Our team decided to host the co-design convening because, while we had a semi-clear conception of the tool, we still found ourselves bumping up against many key implementation questions. We had conducted thorough background research, engaged with artists in focus groups, and hosted a technology-focused co-design session at DWeb Camp ‘24, yet we still did not feel confident enough to start writing any code–perhaps because this project has highly ambitious goals.

Our main goals for this system is to help grow the financial security and social cohesion of independent workers. Not only that, but we hope that our system can inspire a shift in the way people relate to money–to see it less as individually-held resources and more as shared resource commons held in communities of trust and governed by mutualistic, cooperative, and solidarity-oriented agreements. The model is based on the concept of Rotating Savings and Credit Associations (ROSCAs, sometimes called tandas or sou-sous) that have been present in communities of color in the U.S. and abroad for generations. We are building on that legacy of mutual aid with the Cookie Jar Collective. Our hope is that we can leverage new technology to scale this idea to a large number of freelancers. 
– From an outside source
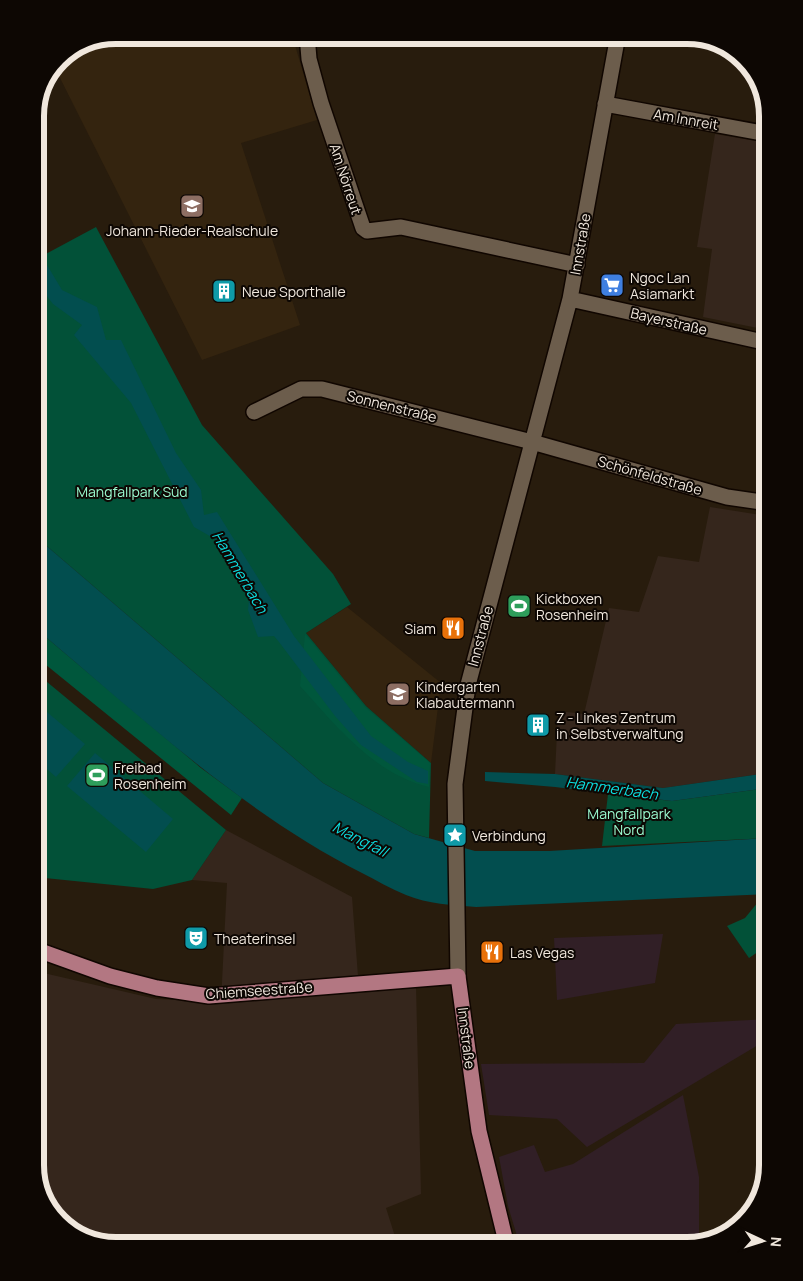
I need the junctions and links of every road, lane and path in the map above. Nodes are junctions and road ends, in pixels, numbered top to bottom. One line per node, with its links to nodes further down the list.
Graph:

Finally, we aim to demonstrate how U.S. policy makers can use our system to expand benefits for non-traditional (non-W2) workers, a growing share of the workforce who are excluded from a social safety net that only protects those engaged in traditional employment. We realized our ideal roadmap for this system would include it potentially being adopted by a state or local  government as a “public option,” similar to state retirement funds like CalSavers that are available to freelancers on an opt-in basis. 
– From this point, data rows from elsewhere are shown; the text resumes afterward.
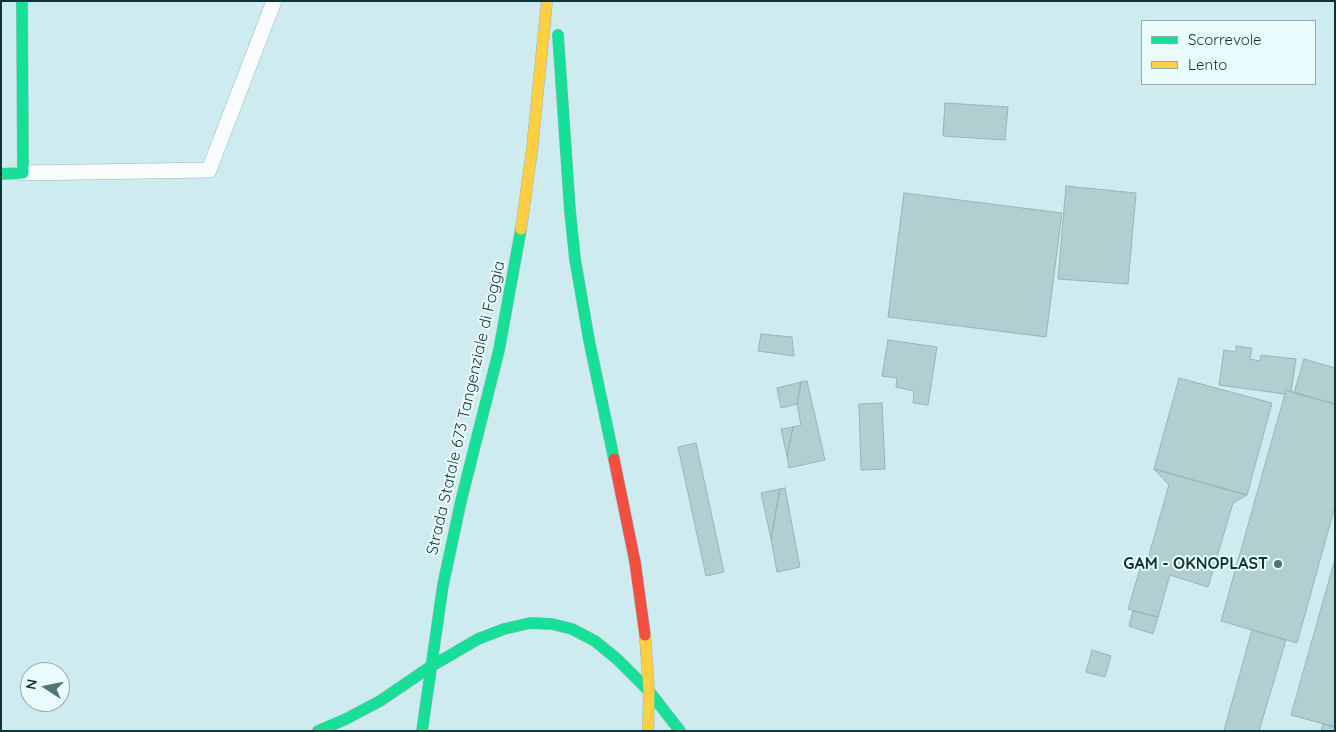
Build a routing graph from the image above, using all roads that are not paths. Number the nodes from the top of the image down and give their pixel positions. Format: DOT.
graph roads {
  1 [pos="22,1"];
  2 [pos="274,1"];
  3 [pos="548,1"];
  4 [pos="556,1"];
  5 [pos="23,173"];
  6 [pos="1,174"];
  7 [pos="430,668"];
  8 [pos="649,691"];
  9 [pos="318,731"];
  10 [pos="422,731"];
  11 [pos="648,731"];
  12 [pos="680,731"];
  1 -- 5 [label="main road"];
  2 -- 5 [label="lane"];
  3 -- 7 [label="main road, Strada Statale 673 Tangenziale di Foggia"];
  4 -- 8 [label="main road"];
  5 -- 6 [label="main road"];
  7 -- 8 [label="main road"];
  7 -- 9 [label="main road"];
  7 -- 10 [label="main road, Strada Statale 673 Tangenziale di Foggia"];
  8 -- 11 [label="main road"];
  8 -- 12 [label="main road"];
}
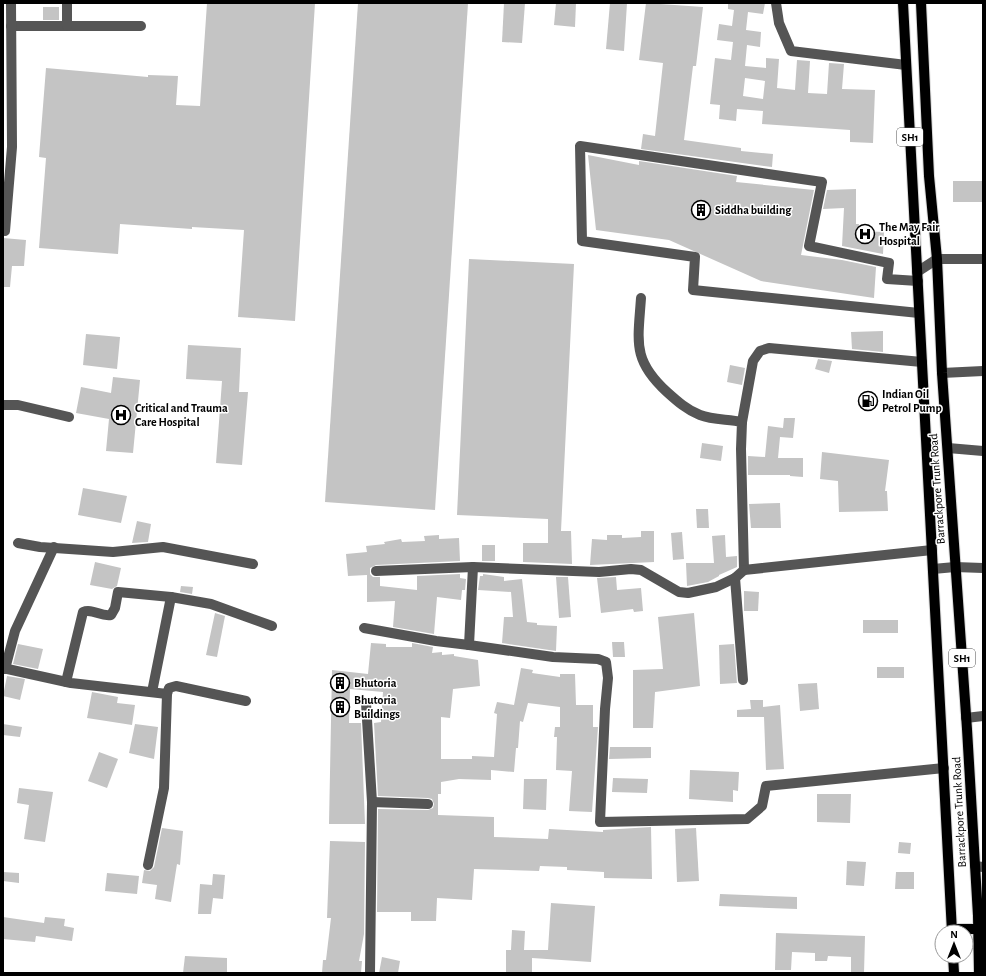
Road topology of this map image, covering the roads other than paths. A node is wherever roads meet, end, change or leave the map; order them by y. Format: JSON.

These social, cultural, and policy change goals required us to engage early with a broad range of stakeholders, making the participatory model of co-design an ideal design step for this project. This is the Research to Impact Lab’s first incubation project, which means that we are testing different aspects of our technology incubation process and learning along the way. What level of participation is useful? How can we move quickly and keep learning along the way? We’re not a government, though we do intend this product for public good; and we certainly aren’t a tech start up, though we want to be able to innovate swiftly. As a result, we strive for a balance of participation somewhere in between democratic governments building public infrastructure and traditional technology startups building products for profit.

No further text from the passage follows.